All lines of the following material must be written out exactly as they appear.

....

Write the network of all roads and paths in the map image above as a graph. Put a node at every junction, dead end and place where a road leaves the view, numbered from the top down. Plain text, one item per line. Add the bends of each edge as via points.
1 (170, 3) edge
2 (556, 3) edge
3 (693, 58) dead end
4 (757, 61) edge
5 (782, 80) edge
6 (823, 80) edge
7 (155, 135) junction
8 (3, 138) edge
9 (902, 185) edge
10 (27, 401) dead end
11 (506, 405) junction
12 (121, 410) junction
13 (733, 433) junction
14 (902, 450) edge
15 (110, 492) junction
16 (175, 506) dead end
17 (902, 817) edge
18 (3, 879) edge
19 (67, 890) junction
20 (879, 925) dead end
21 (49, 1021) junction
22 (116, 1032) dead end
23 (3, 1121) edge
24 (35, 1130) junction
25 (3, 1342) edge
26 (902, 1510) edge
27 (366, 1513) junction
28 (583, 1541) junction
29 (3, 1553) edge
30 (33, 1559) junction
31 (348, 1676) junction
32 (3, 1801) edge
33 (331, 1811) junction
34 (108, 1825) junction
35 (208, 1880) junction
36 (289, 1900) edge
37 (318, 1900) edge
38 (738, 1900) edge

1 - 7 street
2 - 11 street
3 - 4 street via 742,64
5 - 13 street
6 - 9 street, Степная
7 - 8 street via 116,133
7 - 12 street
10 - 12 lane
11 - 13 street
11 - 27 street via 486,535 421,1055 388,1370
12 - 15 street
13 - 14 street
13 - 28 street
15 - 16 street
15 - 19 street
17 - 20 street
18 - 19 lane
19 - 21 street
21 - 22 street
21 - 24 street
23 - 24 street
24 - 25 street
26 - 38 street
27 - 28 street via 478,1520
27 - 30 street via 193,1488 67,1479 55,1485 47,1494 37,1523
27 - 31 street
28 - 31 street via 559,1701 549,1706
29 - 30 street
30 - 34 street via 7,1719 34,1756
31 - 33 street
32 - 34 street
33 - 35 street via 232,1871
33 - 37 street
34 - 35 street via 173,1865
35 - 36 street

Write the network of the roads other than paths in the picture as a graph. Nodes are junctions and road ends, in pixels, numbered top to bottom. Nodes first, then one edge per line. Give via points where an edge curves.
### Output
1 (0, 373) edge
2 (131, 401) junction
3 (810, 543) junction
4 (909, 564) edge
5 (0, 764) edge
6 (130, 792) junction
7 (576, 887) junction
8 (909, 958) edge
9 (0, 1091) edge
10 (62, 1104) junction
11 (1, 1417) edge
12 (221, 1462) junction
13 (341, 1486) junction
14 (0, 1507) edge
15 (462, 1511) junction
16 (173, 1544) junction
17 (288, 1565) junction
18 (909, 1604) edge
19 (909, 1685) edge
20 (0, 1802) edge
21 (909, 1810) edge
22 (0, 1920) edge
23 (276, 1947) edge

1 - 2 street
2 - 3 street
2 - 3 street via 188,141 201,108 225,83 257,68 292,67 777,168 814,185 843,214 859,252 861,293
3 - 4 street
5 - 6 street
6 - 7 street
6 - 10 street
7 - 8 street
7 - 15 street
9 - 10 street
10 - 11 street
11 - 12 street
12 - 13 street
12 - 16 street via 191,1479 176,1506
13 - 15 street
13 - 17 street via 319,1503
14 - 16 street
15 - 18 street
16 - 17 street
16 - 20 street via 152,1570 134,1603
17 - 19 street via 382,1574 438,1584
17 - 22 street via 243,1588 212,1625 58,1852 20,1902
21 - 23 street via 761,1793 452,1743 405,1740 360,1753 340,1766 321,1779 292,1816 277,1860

....

◆ **Response to this task**
Write the network of all roads and paths in the map image above as a graph. Put a node at every junction, dead end and place where a road leaves the view, numbered from the top down. Plain text, one item per line. Add the bends of each edge as via points.
1 (170, 3) edge
2 (556, 3) edge
3 (693, 58) dead end
4 (757, 61) edge
5 (782, 80) edge
6 (823, 80) edge
7 (155, 135) junction
8 (3, 138) edge
9 (902, 185) edge
10 (27, 401) dead end
11 (506, 405) junction
12 (121, 410) junction
13 (733, 433) junction
14 (902, 450) edge
15 (110, 492) junction
16 (175, 506) dead end
17 (902, 817) edge
18 (3, 879) edge
19 (67, 890) junction
20 (879, 925) dead end
21 (49, 1021) junction
22 (116, 1032) dead end
23 (3, 1121) edge
24 (35, 1130) junction
25 (3, 1342) edge
26 (902, 1510) edge
27 (366, 1513) junction
28 (583, 1541) junction
29 (3, 1553) edge
30 (33, 1559) junction
31 (348, 1676) junction
32 (3, 1801) edge
33 (331, 1811) junction
34 (108, 1825) junction
35 (208, 1880) junction
36 (289, 1900) edge
37 (318, 1900) edge
38 (738, 1900) edge

1 - 7 street
2 - 11 street
3 - 4 street via 742,64
5 - 13 street
6 - 9 street, Степная
7 - 8 street via 116,133
7 - 12 street
10 - 12 lane
11 - 13 street
11 - 27 street via 486,535 421,1055 388,1370
12 - 15 street
13 - 14 street
13 - 28 street
15 - 16 street
15 - 19 street
17 - 20 street
18 - 19 lane
19 - 21 street
21 - 22 street
21 - 24 street
23 - 24 street
24 - 25 street
26 - 38 street
27 - 28 street via 478,1520
27 - 30 street via 193,1488 67,1479 55,1485 47,1494 37,1523
27 - 31 street
28 - 31 street via 559,1701 549,1706
29 - 30 street
30 - 34 street via 7,1719 34,1756
31 - 33 street
32 - 34 street
33 - 35 street via 232,1871
33 - 37 street
34 - 35 street via 173,1865
35 - 36 street

Write the network of the roads other than paths in the picture as a graph. Nodes are junctions and road ends, in pixels, numbered top to bottom. Nodes first, then one edge per line. Give via points where an edge curves.
### Output
1 (0, 373) edge
2 (131, 401) junction
3 (810, 543) junction
4 (909, 564) edge
5 (0, 764) edge
6 (130, 792) junction
7 (576, 887) junction
8 (909, 958) edge
9 (0, 1091) edge
10 (62, 1104) junction
11 (1, 1417) edge
12 (221, 1462) junction
13 (341, 1486) junction
14 (0, 1507) edge
15 (462, 1511) junction
16 (173, 1544) junction
17 (288, 1565) junction
18 (909, 1604) edge
19 (909, 1685) edge
20 (0, 1802) edge
21 (909, 1810) edge
22 (0, 1920) edge
23 (276, 1947) edge

1 - 2 street
2 - 3 street
2 - 3 street via 188,141 201,108 225,83 257,68 292,67 777,168 814,185 843,214 859,252 861,293
3 - 4 street
5 - 6 street
6 - 7 street
6 - 10 street
7 - 8 street
7 - 15 street
9 - 10 street
10 - 11 street
11 - 12 street
12 - 13 street
12 - 16 street via 191,1479 176,1506
13 - 15 street
13 - 17 street via 319,1503
14 - 16 street
15 - 18 street
16 - 17 street
16 - 20 street via 152,1570 134,1603
17 - 19 street via 382,1574 438,1584
17 - 22 street via 243,1588 212,1625 58,1852 20,1902
21 - 23 street via 761,1793 452,1743 405,1740 360,1753 340,1766 321,1779 292,1816 277,1860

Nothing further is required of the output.